Start of Task data

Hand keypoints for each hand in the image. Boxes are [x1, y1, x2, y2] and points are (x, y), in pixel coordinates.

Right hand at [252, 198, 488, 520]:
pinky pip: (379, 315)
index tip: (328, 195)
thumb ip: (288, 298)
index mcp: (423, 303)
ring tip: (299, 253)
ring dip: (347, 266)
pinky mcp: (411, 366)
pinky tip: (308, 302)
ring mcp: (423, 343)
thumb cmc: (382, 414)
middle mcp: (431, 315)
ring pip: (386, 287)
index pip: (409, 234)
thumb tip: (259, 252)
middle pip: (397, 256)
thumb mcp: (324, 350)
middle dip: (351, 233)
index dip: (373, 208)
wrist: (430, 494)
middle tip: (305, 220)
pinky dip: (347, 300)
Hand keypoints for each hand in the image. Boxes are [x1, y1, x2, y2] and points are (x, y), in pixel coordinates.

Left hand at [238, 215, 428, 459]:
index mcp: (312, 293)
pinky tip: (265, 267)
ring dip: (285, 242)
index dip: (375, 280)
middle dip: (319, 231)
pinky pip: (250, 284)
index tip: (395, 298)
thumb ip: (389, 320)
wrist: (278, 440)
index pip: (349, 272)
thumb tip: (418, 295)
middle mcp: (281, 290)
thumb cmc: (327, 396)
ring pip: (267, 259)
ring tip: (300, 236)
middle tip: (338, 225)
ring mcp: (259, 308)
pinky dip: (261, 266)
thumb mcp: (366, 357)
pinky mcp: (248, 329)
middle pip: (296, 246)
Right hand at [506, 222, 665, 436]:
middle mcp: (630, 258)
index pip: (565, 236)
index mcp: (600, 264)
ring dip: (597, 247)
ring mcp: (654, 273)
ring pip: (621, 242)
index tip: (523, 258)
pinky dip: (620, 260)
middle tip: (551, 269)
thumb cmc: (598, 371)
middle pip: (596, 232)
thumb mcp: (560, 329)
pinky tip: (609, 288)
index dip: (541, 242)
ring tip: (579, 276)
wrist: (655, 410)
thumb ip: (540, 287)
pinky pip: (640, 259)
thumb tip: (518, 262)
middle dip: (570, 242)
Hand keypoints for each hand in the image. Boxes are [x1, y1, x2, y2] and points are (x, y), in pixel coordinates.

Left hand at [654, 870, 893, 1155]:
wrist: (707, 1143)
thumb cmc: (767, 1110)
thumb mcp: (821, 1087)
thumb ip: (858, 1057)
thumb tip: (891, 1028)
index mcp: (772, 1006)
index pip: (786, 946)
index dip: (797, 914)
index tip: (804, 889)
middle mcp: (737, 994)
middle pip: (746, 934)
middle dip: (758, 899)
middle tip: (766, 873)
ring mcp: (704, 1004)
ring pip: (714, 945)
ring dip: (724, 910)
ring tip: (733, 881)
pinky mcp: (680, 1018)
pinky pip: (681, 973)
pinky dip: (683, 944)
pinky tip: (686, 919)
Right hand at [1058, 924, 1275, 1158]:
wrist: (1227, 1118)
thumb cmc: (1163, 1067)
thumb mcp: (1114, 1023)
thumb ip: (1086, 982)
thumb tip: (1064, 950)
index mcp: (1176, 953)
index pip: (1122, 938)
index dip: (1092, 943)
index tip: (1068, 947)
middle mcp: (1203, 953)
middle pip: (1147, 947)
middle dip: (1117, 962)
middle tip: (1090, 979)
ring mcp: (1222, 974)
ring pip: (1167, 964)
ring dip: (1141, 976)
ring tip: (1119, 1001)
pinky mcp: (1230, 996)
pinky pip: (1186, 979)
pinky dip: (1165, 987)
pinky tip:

End of Task data

What the task asks >>
For each line in the records that holds "hand", show that line as it stands.

Reply to the task >>
Hand keypoints for each hand in the image. Boxes are [x1, y1, x2, y2] and points are (x, y), in pixel coordinates.
Right hand at [252, 198, 488, 520]:
Hand keypoints for each hand in the image. Boxes are [x1, y1, x2, y2] and points are (x, y), in pixel coordinates.
Left hand at [238, 215, 428, 459]:
Right hand at [506, 222, 665, 436]:
Hand keypoints for each hand in the image. Boxes are [x1, y1, x2, y2] and points are (x, y), in pixel coordinates.
Left hand at [654, 870, 893, 1155]:
Right hand at [1058, 924, 1275, 1158]:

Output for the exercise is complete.